§ Task requirements
Throughout the material, some lines may have the word "edges". Count them and give the number only.
*****
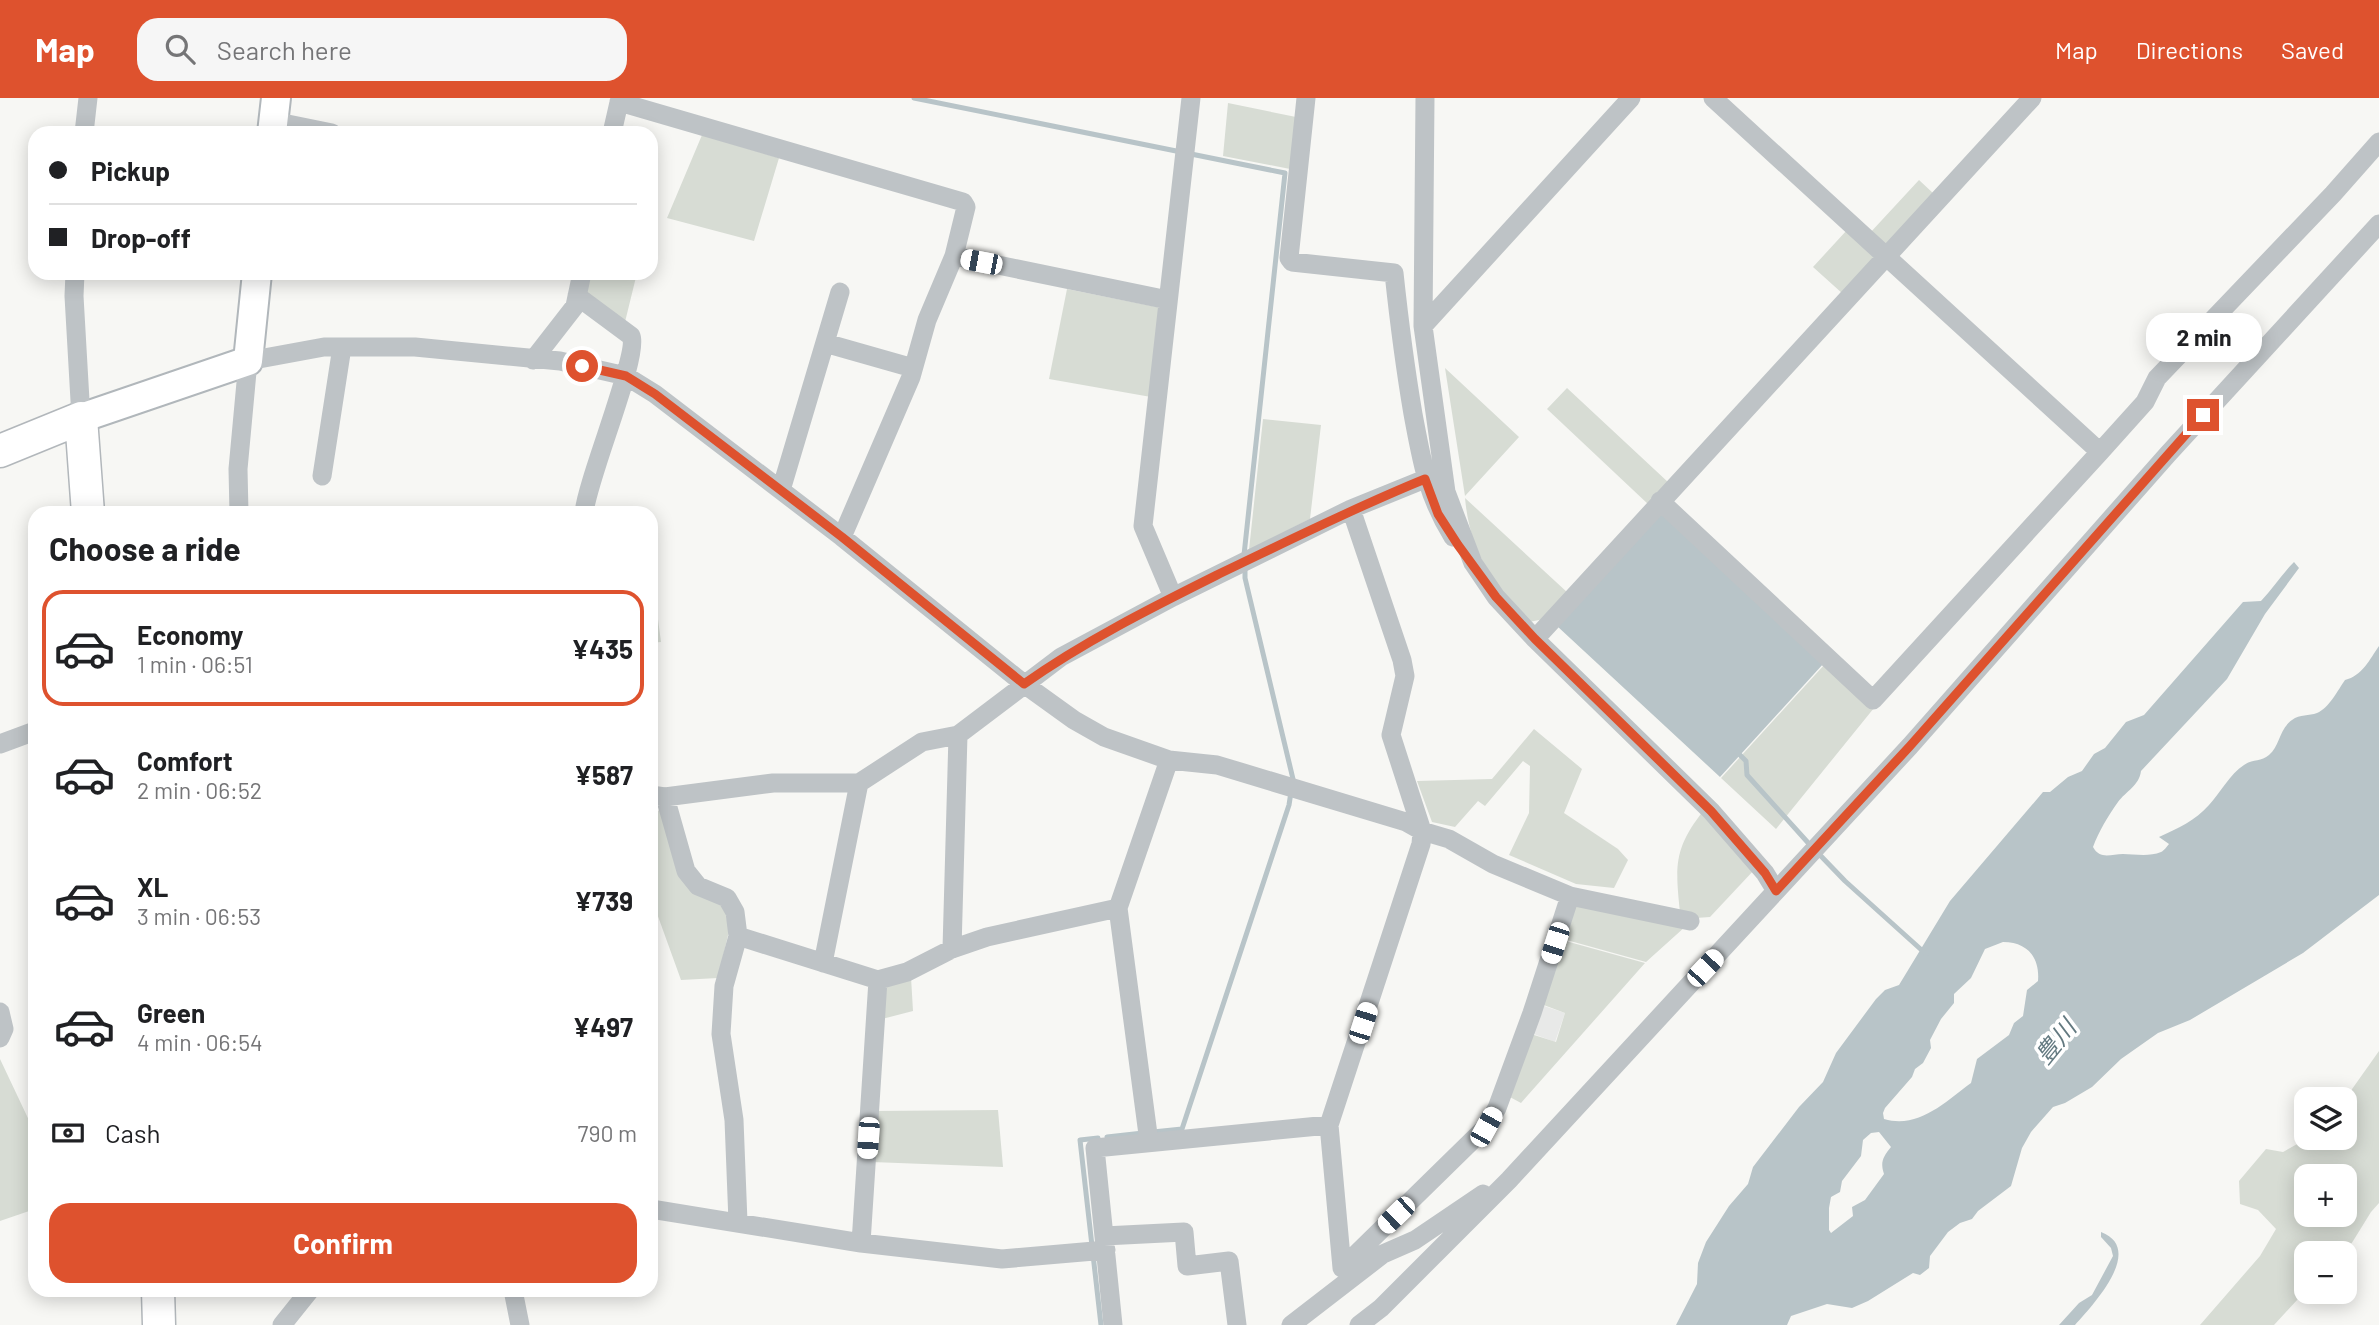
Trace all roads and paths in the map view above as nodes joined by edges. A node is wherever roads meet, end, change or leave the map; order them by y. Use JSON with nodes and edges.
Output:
{"nodes":[{"id":1,"x":88,"y":98,"type":"edge"},
{"id":2,"x":1191,"y":98,"type":"edge"},
{"id":3,"x":1306,"y":98,"type":"edge"},
{"id":4,"x":1425,"y":98,"type":"edge"},
{"id":5,"x":1630,"y":98,"type":"edge"},
{"id":6,"x":1713,"y":98,"type":"edge"},
{"id":7,"x":2032,"y":98,"type":"edge"},
{"id":8,"x":619,"y":100,"type":"edge"},
{"id":9,"x":273,"y":117,"type":"edge"},
{"id":10,"x":85,"y":126,"type":"edge"},
{"id":11,"x":306,"y":126,"type":"edge"},
{"id":12,"x":613,"y":126,"type":"edge"},
{"id":13,"x":2379,"y":142,"type":"edge"},
{"id":14,"x":2379,"y":224,"type":"edge"},
{"id":15,"x":954,"y":256,"type":"junction"},
{"id":16,"x":1886,"y":256,"type":"junction"},
{"id":17,"x":75,"y":280,"type":"edge"},
{"id":18,"x":256,"y":280,"type":"edge"},
{"id":19,"x":580,"y":280,"type":"edge"},
{"id":20,"x":840,"y":292,"type":"dead end"},
{"id":21,"x":577,"y":296,"type":"junction"},
{"id":22,"x":1168,"y":300,"type":"junction"},
{"id":23,"x":1423,"y":326,"type":"junction"},
{"id":24,"x":825,"y":343,"type":"junction"},
{"id":25,"x":342,"y":347,"type":"junction"},
{"id":26,"x":533,"y":360,"type":"junction"},
{"id":27,"x":248,"y":361,"type":"junction"},
{"id":28,"x":913,"y":368,"type":"junction"},
{"id":29,"x":626,"y":376,"type":"junction"},
{"id":30,"x":80,"y":418,"type":"junction"},
{"id":31,"x":0,"y":451,"type":"edge"},
{"id":32,"x":2100,"y":452,"type":"junction"},
{"id":33,"x":322,"y":476,"type":"dead end"},
{"id":34,"x":1425,"y":479,"type":"junction"},
{"id":35,"x":781,"y":490,"type":"junction"},
{"id":36,"x":1660,"y":501,"type":"junction"},
{"id":37,"x":87,"y":506,"type":"edge"},
{"id":38,"x":239,"y":506,"type":"edge"},
{"id":39,"x":586,"y":506,"type":"edge"},
{"id":40,"x":1352,"y":509,"type":"junction"},
{"id":41,"x":842,"y":537,"type":"junction"},
{"id":42,"x":1472,"y":563,"type":"junction"},
{"id":43,"x":1173,"y":597,"type":"junction"},
{"id":44,"x":1535,"y":639,"type":"junction"},
{"id":45,"x":1024,"y":684,"type":"junction"},
{"id":46,"x":28,"y":734,"type":"edge"},
{"id":47,"x":958,"y":735,"type":"junction"},
{"id":48,"x":0,"y":744,"type":"edge"},
{"id":49,"x":1169,"y":760,"type":"junction"},
{"id":50,"x":859,"y":783,"type":"junction"},
{"id":51,"x":658,"y":796,"type":"edge"},
{"id":52,"x":1422,"y":831,"type":"junction"},
{"id":53,"x":1776,"y":891,"type":"junction"},
{"id":54,"x":1570,"y":896,"type":"junction"},
{"id":55,"x":1118,"y":908,"type":"junction"},
{"id":56,"x":1690,"y":921,"type":"dead end"},
{"id":57,"x":738,"y":936,"type":"junction"},
{"id":58,"x":952,"y":949,"type":"junction"},
{"id":59,"x":823,"y":963,"type":"junction"},
{"id":60,"x":878,"y":980,"type":"junction"},
{"id":61,"x":0,"y":1012,"type":"edge"},
{"id":62,"x":0,"y":1038,"type":"edge"},
{"id":63,"x":1329,"y":1125,"type":"junction"},
{"id":64,"x":1149,"y":1142,"type":"junction"},
{"id":65,"x":1509,"y":1180,"type":"junction"},
{"id":66,"x":658,"y":1210,"type":"edge"},
{"id":67,"x":738,"y":1222,"type":"junction"},
{"id":68,"x":861,"y":1243,"type":"junction"},
{"id":69,"x":1105,"y":1243,"type":"junction"},
{"id":70,"x":158,"y":1297,"type":"edge"},
{"id":71,"x":304,"y":1297,"type":"edge"},
{"id":72,"x":514,"y":1297,"type":"edge"},
{"id":73,"x":159,"y":1325,"type":"edge"},
{"id":74,"x":282,"y":1325,"type":"edge"},
{"id":75,"x":520,"y":1325,"type":"edge"},
{"id":76,"x":1114,"y":1325,"type":"edge"},
{"id":77,"x":1237,"y":1325,"type":"edge"},
{"id":78,"x":1291,"y":1325,"type":"edge"},
{"id":79,"x":1360,"y":1325,"type":"edge"}],
"edges":[{"from":1,"to":10,"type":"street"},
{"from":2,"to":22,"type":"street"},
{"from":3,"to":34,"type":"street"},
{"from":4,"to":23,"type":"street"},
{"from":5,"to":23,"type":"street"},
{"from":6,"to":16,"type":"street"},
{"from":7,"to":16,"type":"street"},
{"from":8,"to":12,"type":"street"},
{"from":8,"to":15,"type":"street"},
{"from":9,"to":11,"type":"street"},
{"from":13,"to":32,"type":"street"},
{"from":14,"to":53,"type":"street"},
{"from":15,"to":22,"type":"street"},
{"from":15,"to":28,"type":"street"},
{"from":16,"to":32,"type":"street"},
{"from":16,"to":36,"type":"street"},
{"from":17,"to":30,"type":"street"},
{"from":18,"to":27,"type":"street"},
{"from":19,"to":21,"type":"street"},
{"from":20,"to":24,"type":"street"},
{"from":21,"to":26,"type":"street"},
{"from":21,"to":29,"type":"street"},
{"from":22,"to":43,"type":"street"},
{"from":23,"to":42,"type":"street"},
{"from":24,"to":28,"type":"street"},
{"from":24,"to":35,"type":"street"},
{"from":25,"to":26,"type":"street"},
{"from":25,"to":27,"type":"street"},
{"from":25,"to":33,"type":"street"},
{"from":26,"to":29,"type":"street"},
{"from":27,"to":30,"type":"street"},
{"from":27,"to":38,"type":"street"},
{"from":28,"to":41,"type":"street"},
{"from":29,"to":35,"type":"street"},
{"from":29,"to":39,"type":"street"},
{"from":30,"to":31,"type":"main road"},
{"from":30,"to":37,"type":"main road"},
{"from":32,"to":36,"type":"street"},
{"from":34,"to":40,"type":"street"},
{"from":34,"to":42,"type":"street"},
{"from":35,"to":41,"type":"street"},
{"from":36,"to":44,"type":"street"},
{"from":40,"to":43,"type":"street"},
{"from":40,"to":52,"type":"street"},
{"from":41,"to":45,"type":"street"},
{"from":42,"to":44,"type":"street"},
{"from":43,"to":45,"type":"street"},
{"from":44,"to":53,"type":"street"},
{"from":45,"to":47,"type":"street"},
{"from":45,"to":49,"type":"street"},
{"from":46,"to":48,"type":"street"},
{"from":47,"to":50,"type":"street"},
{"from":47,"to":58,"type":"street"},
{"from":49,"to":52,"type":"street"},
{"from":49,"to":55,"type":"street"},
{"from":50,"to":51,"type":"street"},
{"from":50,"to":59,"type":"street"},
{"from":51,"to":57,"type":"street"},
{"from":52,"to":54,"type":"street"},
{"from":52,"to":63,"type":"street"},
{"from":53,"to":65,"type":"street"},
{"from":54,"to":56,"type":"street"},
{"from":54,"to":63,"type":"street"},
{"from":55,"to":58,"type":"street"},
{"from":55,"to":64,"type":"street"},
{"from":57,"to":59,"type":"street"},
{"from":57,"to":67,"type":"street"},
{"from":58,"to":60,"type":"street"},
{"from":59,"to":60,"type":"street"},
{"from":60,"to":68,"type":"street"},
{"from":61,"to":62,"type":"street"},
{"from":63,"to":64,"type":"street"},
{"from":64,"to":69,"type":"street"},
{"from":65,"to":78,"type":"street"},
{"from":65,"to":79,"type":"street"},
{"from":66,"to":67,"type":"street"},
{"from":67,"to":68,"type":"street"},
{"from":68,"to":69,"type":"street"},
{"from":69,"to":76,"type":"street"},
{"from":69,"to":77,"type":"street"},
{"from":70,"to":73,"type":"main road"},
{"from":71,"to":74,"type":"street"},
{"from":72,"to":75,"type":"street"}]}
*****
§ Task solution
2